How often do you read?
Everyday. People ask me all the time, must writers read. I answer, must a musician listen to music. A talent can’t be developed unless it is groomed and educated. Reading is the best thing a writer can do.

What books do you currently have published? 

The Carol Childs Mysteries are my first published full-length novels. I’ve self-published several books, and I have a series of short stories on the internet, in various anthologies and magazines.

Is writing your dream job?

Yes, writing is my dream job. I’ve had a number of different jobs since I was a kid and every one of them shows up in my work at various times. It’s as though everything has come together as it should.

If you could only watch one television station for a year, what would it be?


Would you make a good character in a book?
I like to think that Carol Childs is a memorable character because in my opinion, she’s real. She’s not a character that thinks she’s stronger than her male counterparts, but believes, "Brains Beat Brawn and a Mic is More Powerful than a Forty-five.”  It’s the theme line of my books and one I hope that demonstrate that women have their own powers, different from their male counterparts, but equally as effective.

What five things would you never want to live without?

My computer with internet access, coffee, wine and stack of good books to read.

What’s one thing you never leave the house without (besides your phone).

My sense of humor. I like in L.A. to venture out into traffic one needs a sense of humor and patience.

What do you love about where you live?
The diversity of people and places to go and things to see. We’ve everything Hollywood to the Space Shuttle here. Lots to see. 
What’s your favorite thing to do/favorite place to go on date night?

What's the biggest lie you ever told? 
I like to think that’s an unfair question. I don’t lie and I don’t respect people who do.  But, that said, to write a mystery, one must learn to lie. A lie is a series of small stories and to be good at telling a story one must learn how to lie. I once mentioned that in a seminar and a woman took great issue with it. But the truth is, writers must learn to lie, it’s the basis of mystery. 
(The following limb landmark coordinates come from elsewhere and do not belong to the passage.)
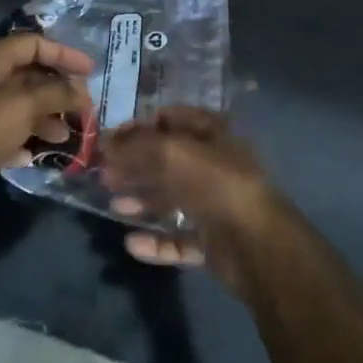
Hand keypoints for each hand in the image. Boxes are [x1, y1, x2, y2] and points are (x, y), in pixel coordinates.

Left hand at [0, 34, 94, 216]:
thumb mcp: (22, 106)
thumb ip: (56, 94)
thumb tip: (81, 91)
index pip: (33, 44)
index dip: (64, 54)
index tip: (91, 72)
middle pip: (28, 76)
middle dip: (58, 91)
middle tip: (85, 109)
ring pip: (19, 107)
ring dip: (45, 119)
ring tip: (67, 137)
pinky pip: (6, 133)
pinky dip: (23, 140)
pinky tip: (36, 156)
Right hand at [101, 108, 295, 295]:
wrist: (256, 244)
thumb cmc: (214, 185)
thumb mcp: (169, 153)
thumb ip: (135, 146)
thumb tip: (106, 142)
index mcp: (213, 134)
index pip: (172, 118)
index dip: (140, 126)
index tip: (110, 140)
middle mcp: (216, 165)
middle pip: (168, 161)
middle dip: (135, 165)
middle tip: (105, 174)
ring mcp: (217, 204)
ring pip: (173, 199)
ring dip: (142, 201)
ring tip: (115, 206)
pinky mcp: (215, 240)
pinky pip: (180, 238)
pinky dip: (157, 241)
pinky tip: (133, 243)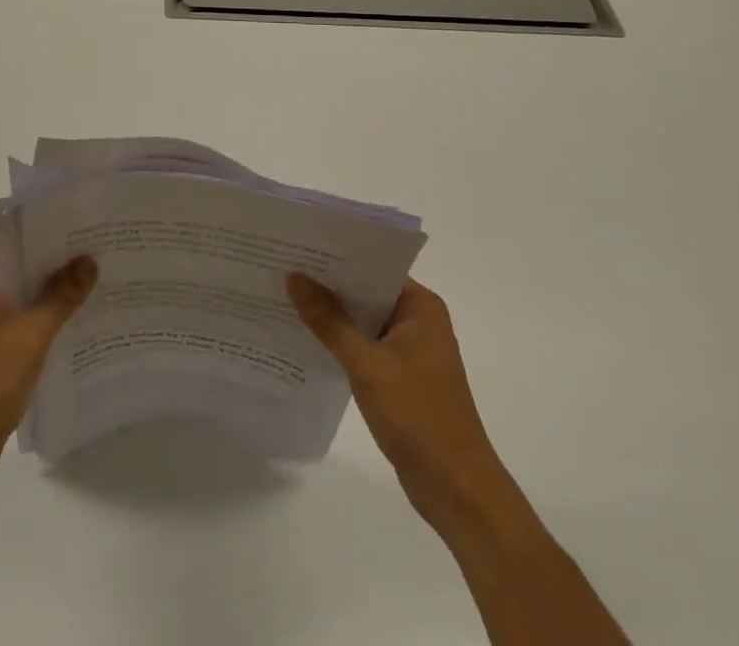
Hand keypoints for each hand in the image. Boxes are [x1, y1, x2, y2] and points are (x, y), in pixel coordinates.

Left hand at [0, 249, 97, 486]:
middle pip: (18, 266)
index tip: (81, 226)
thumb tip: (89, 260)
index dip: (45, 232)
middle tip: (96, 250)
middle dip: (54, 262)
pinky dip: (42, 316)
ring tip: (93, 280)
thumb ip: (61, 296)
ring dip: (49, 291)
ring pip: (20, 294)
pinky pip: (18, 319)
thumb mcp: (31, 335)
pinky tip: (74, 319)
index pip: (12, 239)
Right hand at [287, 274, 509, 523]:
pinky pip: (364, 345)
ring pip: (362, 319)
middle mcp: (418, 320)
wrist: (456, 491)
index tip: (296, 246)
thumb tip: (294, 277)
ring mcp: (410, 350)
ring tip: (284, 296)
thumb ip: (328, 320)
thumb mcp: (366, 364)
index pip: (372, 266)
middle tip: (281, 267)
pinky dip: (340, 341)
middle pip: (365, 291)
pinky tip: (305, 337)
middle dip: (327, 284)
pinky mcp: (400, 376)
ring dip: (331, 314)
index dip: (334, 256)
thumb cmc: (418, 417)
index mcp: (420, 307)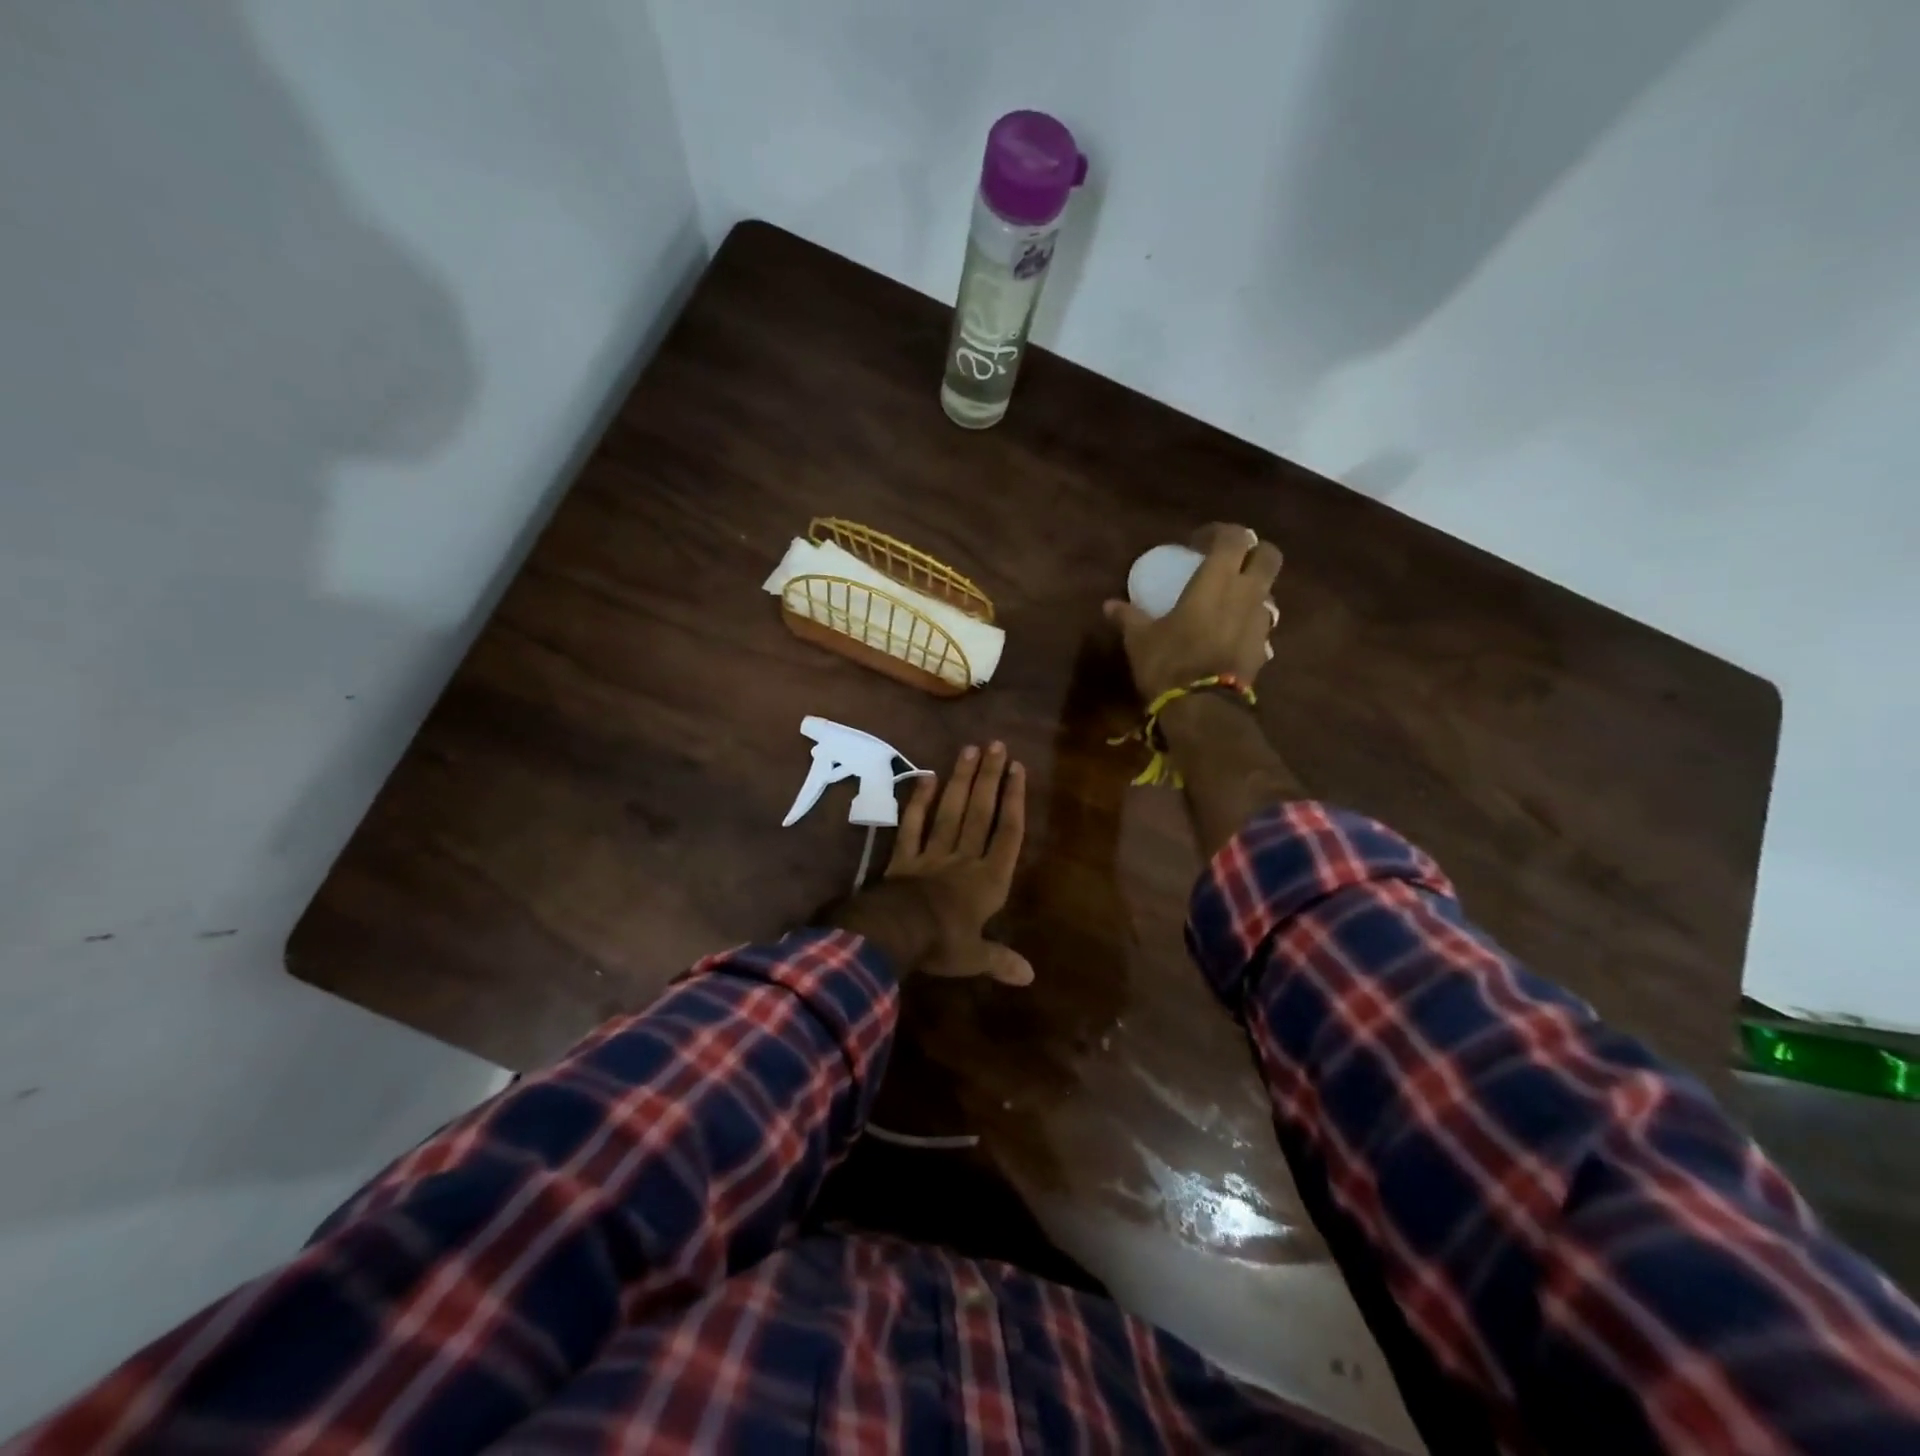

Um . . . I think you forgot your sense of humor. What’s your favorite beverage?
Wine. White wine. Red wine.  It doesn’t make a difference.

What is your superpower?
My belief that I have a connection to a higher power. 

What do you wish you could do?

Ride horses. Up until several years ago I used to ride and own horses, and I loved it.  Unfortunately, I had a bad accident and had to hang up my stirrups. It was one of the highlights of my life and I miss it.

Where is your favorite place to visit? 
There are so many. When I was very young, I travel a lot through Europe. I had such fun exploring so many areas, particularly in Italy. I don’t think there is anywhere I wouldn’t like to go. I grew up in the Southwest and loved the four corner regions of the US. I am very lucky. My life has been rich in travel, and I believe it has opened my eyes to so much I never would have known about with the opportunity to travel.

What’s your least favorite chore?

Grocery shopping. I love to cook and I view food as an art. In fact, in my series, Carol Childs’ best friend is a gourmet cook. If everyone could have such a friend, we’d all be ten pounds heavier.

Do you give your characters any of your bad traits?
Do I have to be honest? Carol is driven. I was driven. I loved working for a news talk station and Carol is much the same.  Consequently, relationships frequently took a back seat to her career. 

If you had a talk show who would your dream guests be?

Stephen King and Lee Child.

Describe yourself in 5 words.

Obsessive. Compulsive. Sensitive. 

What is your favorite movie?
Gone with the Wind

Do you have a favorite book?

Gone with the Wind.

What are you working on now?

I’m working on the fourth book in the Carol Childs Series.


Nancy Cole Silverman credits her twenty-five years in radio for helping her to develop an ear for storytelling. In 2001, Silverman retired from news and copywriting to write fiction full time. In 2014, Silverman signed with Henery Press for her new mystery series, The Carol Childs’ Mysteries. The first of the series, Shadow of Doubt, debuted in December 2014 and the second, Beyond a Doubt, debuted July 2015. The third, Without A Doubt, is available in May 2016.